La partita per rifondare l’Europa
Domenica sera a chi mandava sms di congratulazioni al team di Macron scrivendo «Vive la France», veniva risposto con il messaggio «Vive l’Europe». Risposta significativa: Macron ha vinto al primo turno delle elezioni francesi con un messaggio pro Europa senza ambiguità,un messaggio in cui la possibilità di progresso in Francia è legata al destino del progetto europeo. Strategia elettorale rischiosa di questi tempi, che però ha pagato. Macron nel discorso di domenica sera ha parlato di «rifondare l’Europa». Se dovesse vincere al secondo turno, cosa probabile, sarà importante capire cosa questo voglia dire per il futuro dell’area euro e per l’Italia in particolare. La prima osservazione è che qualsiasi proposta di rifondazione del progetto europeo debba fare i conti con un crescente malcontento. Anche in Francia, più del 40 per cento degli elettori si è espresso o contro l’Europa (chi ha votato per Le Pen) o per un’Europa impossibile (chi ha votato per Mélenchon). La seconda è che la Francia, nonostante abbia un forte potere negoziale, è un Paese debole e sicuramente il junior partner in un possibile asse franco-tedesco che si faccia promotore di tale proposta. La Francia ha bisogno di riforme, ma anche di politiche di inclusione sociale che proteggano chi in questi anni è stato marginalizzato e ha pagato il prezzo più alto della crisi, coloro che oggi fanno parte del 40%di euroscettici.
Per questo motivo ha bisogno di un’Europa le cui regole permettano di accompagnare le riforme con un sostegno della domanda, inclusa quella pubblica. Un progetto di «rifondazione» dell’Unione, che necessariamente sarà guidato da un nuovo asse franco-tedesco, si dovrà quindi basare su un compromesso che veda un impegno della Francia sul terreno delle riforme in cambio di una maggiore tolleranza della Germania nella reinterpretazione delle regole economiche che governano la zona euro. Non mi aspetto niente di rivoluzionario. Immagino che, con saggezza, Macron non inizierà le trattative chiedendo la riforma dei Trattati (Roma, Maastricht e Lisbona) e l’abolizione delle regole fiscali. I Trattati non sono leggi qualsiasi e la scelta di cambiarli non può diventare terreno immediato di negoziazione. È ragionevole pensare che il primo passo sarà stabilire le basi politiche generali di una alleanza franco-tedesca. Su queste si potrà poi discutere la reinterpretazione delle regole dei Trattati e possibilmente, se ci saranno le condizioni, la loro riforma. Non scordiamoci che qualsiasi riforma dei Trattati che implichi una maggiore condivisione del rischio nell’eurozona, con aspetti anche redistributivi tra un Paese e l’altro, richiede un referendum e deve essere legittimato da una maggiore integrazione politica, auspicabile sì, ma le cui forme al momento non sono chiare e per la quale il sostegno popolare è perlomeno incerto.
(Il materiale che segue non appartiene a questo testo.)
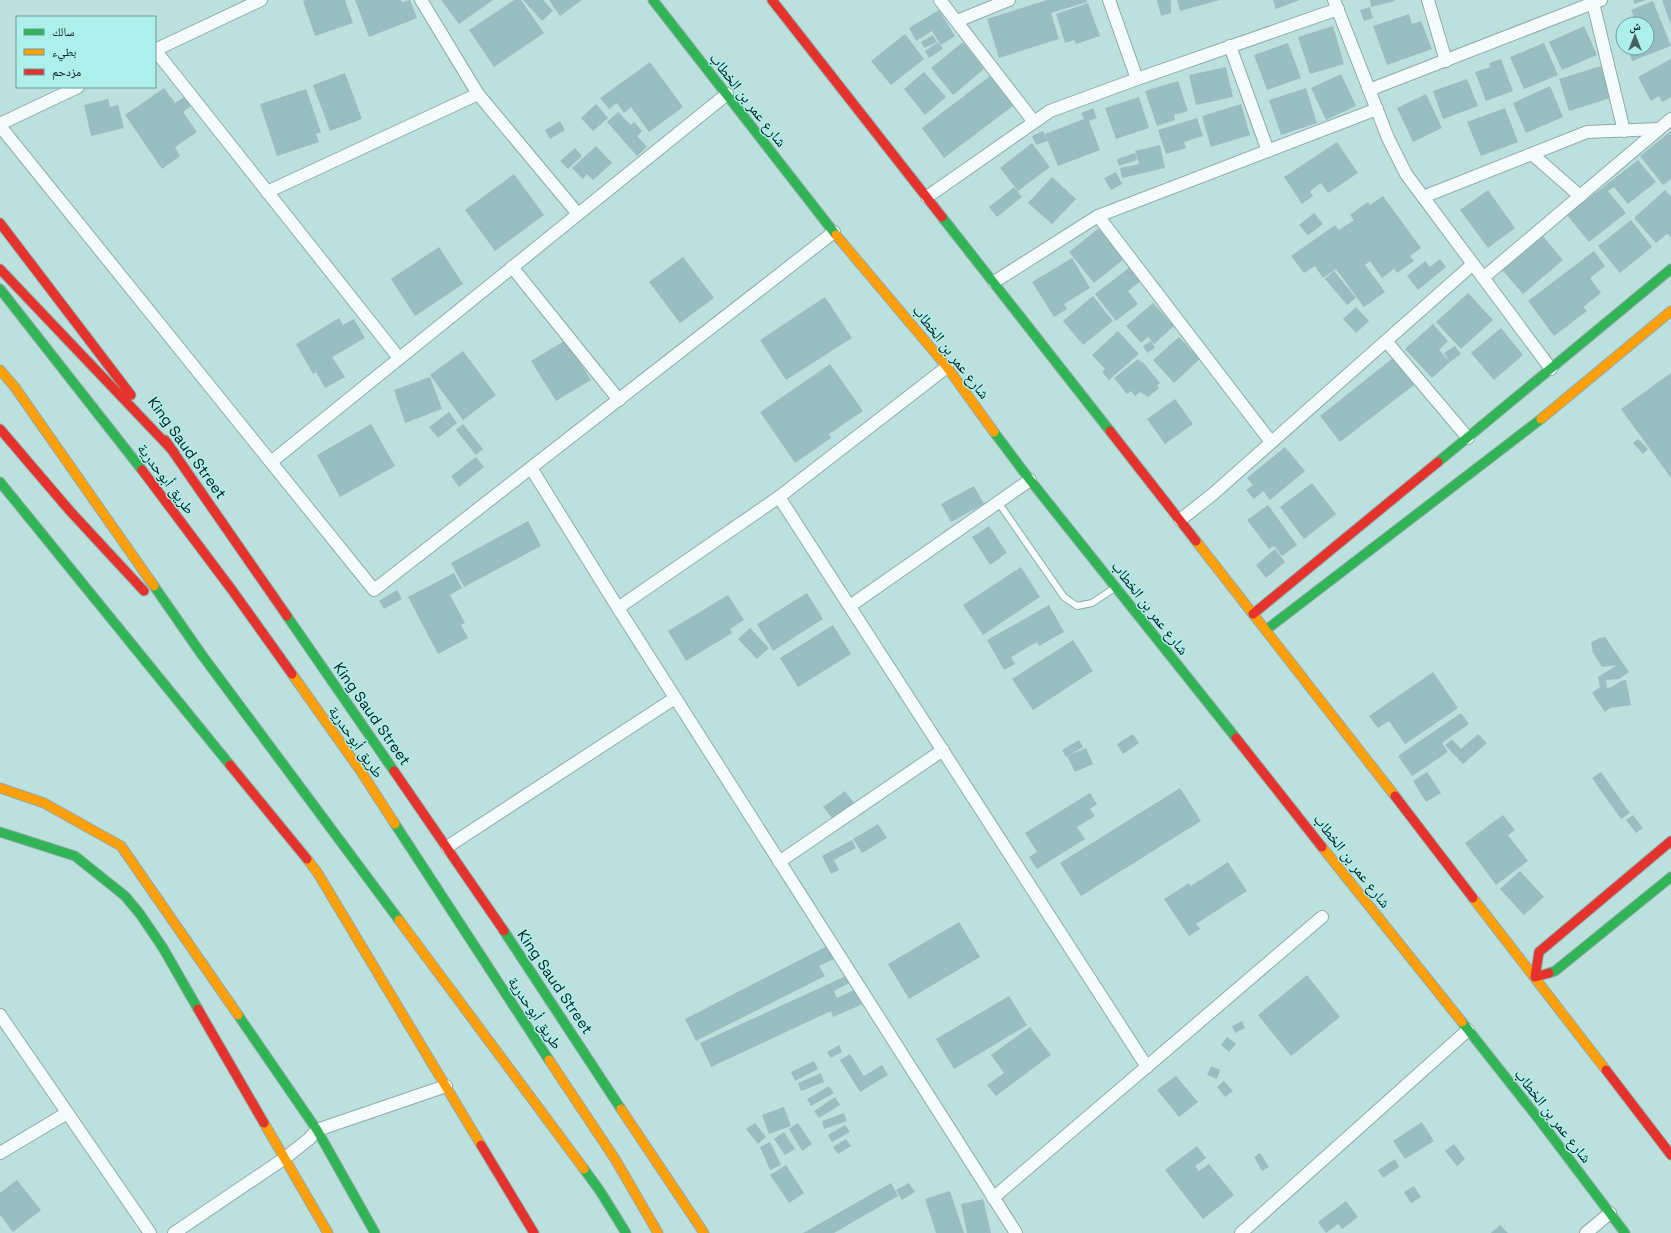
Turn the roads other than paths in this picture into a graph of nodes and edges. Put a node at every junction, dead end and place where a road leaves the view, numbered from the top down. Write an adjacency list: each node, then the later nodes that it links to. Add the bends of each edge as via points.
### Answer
1 (261, 0): 13 (street)
2 (422, 0): 19 (street)
3 (653, 0): 20 (main road, شارع عمر بن الخطاب)
4 (772, 0): 31 (main road)
5 (940, 0): 11 (street)
6 (1009, 0): 11 (street)
7 (1109, 0): 16 (street)
8 (1428, 0): 15 (street)
9 (1597, 2): 15 (street); 26 (street)
10 (1336, 4): 12 (street); 18 (street)
11 (957, 21): 23 (street)
12 (1230, 46): 16 (street); 27 (street)
13 (156, 50)
14 (156, 51): 29 (street)
15 (1446, 60): 18 (street)
16 (1137, 79): 23 (street, via 1050,111)
17 (76, 88): 24 (street)
18 (1369, 90): 21 (street)
19 (478, 94): 29 (street); 33 (street)
20 (727, 94): 33 (street); 36 (main road, شارع عمر بن الخطاب)
21 (1377, 109): 27 (street); 32 (street, via 1406,174)
22 (1671, 119): 25 (street)
23 (1034, 122): 31 (street)
24 (0, 125): 55 (street)
25 (1659, 129): 26 (street); 30 (street)
26 (1624, 131): 28 (street, via 1586,132)
27 (1268, 151): 34 (street)
28 (1532, 154): 30 (street); 32 (street)
29 (267, 192): 46 (street)
30 (1580, 196): 41 (street)
31 (927, 197): 42 (main road)
32 (1423, 197): 37 (street)
33 (578, 214): 38 (street)
34 (1098, 216): 42 (street); 53 (street)
35 (0, 223): 54 (main road, King Saud Street)
36 (834, 232): 47 (main road, شارع عمر بن الخطاب); 50 (street)
37 (1473, 264): 41 (street); 45 (street)
38 (512, 267): 46 (street); 50 (street)
39 (0, 269): 54 (main road)
40 (1671, 269): 48 (main road)
41 (1483, 278): 48 (street)
42 (994, 282): 61 (main road)
43 (0, 289): 97 (main road, طريق أبوحدرية, via 107,424 232,590 360,770 615,1159)
44 (1671, 311): 66 (main road, via 1538,422)
45 (1386, 341): 52 (street); 53 (street)
46 (399, 358): 55 (street)
47 (947, 367): 57 (main road, شارع عمر بن الخطاب); 59 (street)
48 (1551, 369): 52 (main road)
49 (0, 370): 67 (main road, via 14,386)
50 (619, 400): 56 (street)
51 (0, 429): 67 (main road, via 70,511)
52 (1468, 438): 65 (main road)
53 (1270, 442): 61 (street)
54 (174, 452): 73 (main road, King Saud Street)
55 (271, 462): 56 (street, via 374,590)
56 (531, 468): 64 (street)
57 (1030, 480): 60 (street); 62 (main road, شارع عمر بن الخطاب)
58 (0, 482): 81 (main road, via 317,872)
59 (779, 497): 63 (street); 64 (street)
60 (998, 502): 62 (lane, via 1064,597 1077,606 1092,603); 63 (street)
61 (1180, 520): 65 (main road)
62 (1116, 587): 79 (main road, شارع عمر بن الخطاب)
63 (850, 606): 69 (street)
64 (618, 608): 68 (street)
65 (1253, 614): 66 (main road)
66 (1266, 630): 77 (main road)
67 (202, 655): 87 (main road)
68 (675, 698): 73 (street); 74 (street)
69 (943, 750): 74 (street); 80 (street)
70 (0, 788): 83 (main road, via 44,803 121,846)
71 (0, 832): 86 (main road, via 75,856 125,896 164,948)
72 (1671, 841): 77 (main road, via 1539,952)
73 (447, 847): 98 (main road, King Saud Street)
74 (779, 862): 88 (street)
75 (1671, 877): 77 (main road, via 1555,971)
76 (1322, 917): 80 (street)
77 (1535, 977): 85 (main road)
78 (0, 1015): 82 (street)
79 (1468, 1030): 89 (main road, شارع عمر بن الخطاب); 100 (street)
80 (1147, 1067): 88 (street)
81 (446, 1086): 83 (street); 94 (main road)
82 (68, 1113): 84 (street); 90 (street)
83 (317, 1130): 86 (street); 93 (main road)
84 (0, 1153)
85 (1671, 1155)
86 (285, 1158): 91 (street); 92 (main road)
87 (600, 1191): 95 (main road); 96 (main road)
88 (993, 1198): 99 (street)
89 (1610, 1213): 101 (street); 102 (main road, شارع عمر بن الخطاب)
90 (150, 1233)
91 (174, 1233)
92 (328, 1233)
93 (375, 1233)
94 (534, 1233)
95 (620, 1233)
96 (626, 1233)
97 (658, 1233)
98 (704, 1233)
99 (1016, 1233)
100 (1241, 1233)
101 (1586, 1233)
102 (1625, 1233)

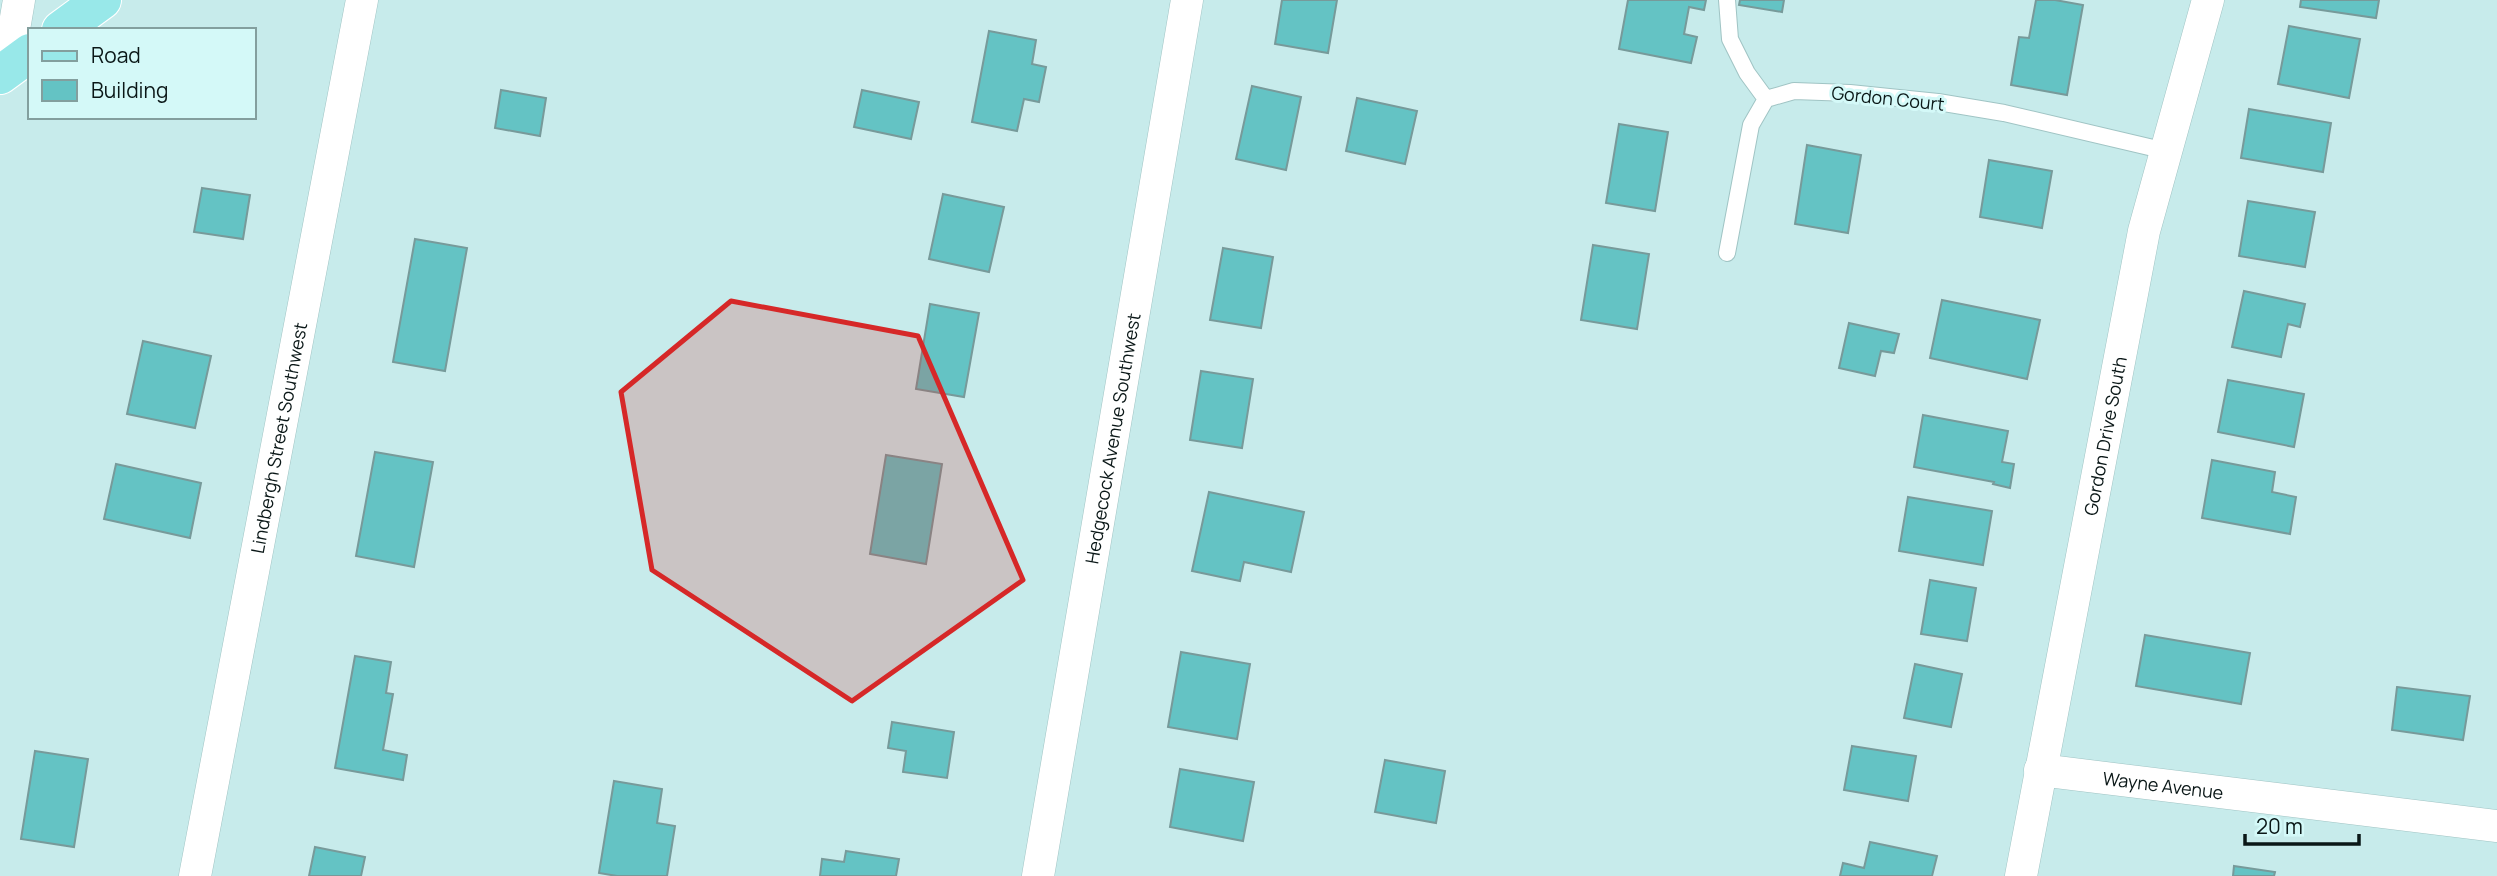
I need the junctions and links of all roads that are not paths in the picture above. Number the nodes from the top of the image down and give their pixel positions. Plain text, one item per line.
1 (19, 0) edge
2 (102, 0) edge
3 (362, 0) edge
4 (1187, 0) edge
5 (1727, 0) edge
6 (2208, 0) edge
7 (64, 28) edge
8 (12, 66) edge
9 (1766, 99) junction
10 (2166, 151) junction
11 (1727, 253) dead end
12 (2040, 770) junction
13 (2497, 826) edge
14 (195, 876) edge
15 (1038, 876) edge
16 (2021, 876) edge

1 - 8 street
2 - 7 main road
3 - 14 street, Lindbergh Street Southwest
4 - 15 street, Hedgecock Avenue Southwest
5 - 9 lane
6 - 10 street, Gordon Drive South
9 - 10 lane, Gordon Court
9 - 11 lane
10 - 12 street, Gordon Drive South
12 - 13 street, Wayne Avenue
12 - 16 street, Gordon Drive South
Ipotizzando che l’alleanza politica si faccia sulle basi suggerite sopra e si cominci quindi un percorso, guidato da Francia e Germania, che veda una maggiore integrazione economica e politica dell’Unione, quale sarebbe il ruolo dell’Italia? L’Italia, come la Francia, ha bisogno di riforme. Non parlo solo di liberalizzazioni, ma di un ripensamento profondo del suo modello di sviluppo, di un patto con i cittadini che offra più opportunità a tutti e allo stesso tempo crei incentivi per sbloccare il nodo produttività-crescita. Come in Francia, non lo si può fare senza mettere «olio sulla ruota». Questo, nel nostro caso, richiederà un piano di stabilizzazione del debito pubblico più lento. Un piano che possa articolarsi al riparo dalle inquietudini dei mercati, in cambio di impegni quantificabili sull’agenda nazionale. Ciò significa anche dare al governo della moneta unica i mezzi per garantire una coerenza tra politica monetaria e politica di bilancio che alleggerisca il peso delle responsabilità della Bce.
L’Italia è troppo debole oggi per avere un ruolo di leadership in un progetto di rifondazione dell’Europa, ma ha una parte importante da giocare. La si può giocare se si smette di fare demagogia e si capisce che il progresso, da noi come in Francia, è indissolubilmente legato alla stabilità e alla coesione dell’Unione; se si capisce che bisogna uscire dalla logica che attribuisce tutti i nostri mali all’austerità e all’imperialismo vessatore dei tedeschi; se si riesce a stare sul doppio binario della politica nazionale e di quella europea. Un Paese fragile come il nostro, fuori o dentro l’Europa ha sovranità limitata. Dentro l’Europa, se dovesse riaprirsi un dialogo costruttivo che ci dia più spazio di azione in politica economica, avremmo una nuova opportunità. Sarebbe un peccato perderla.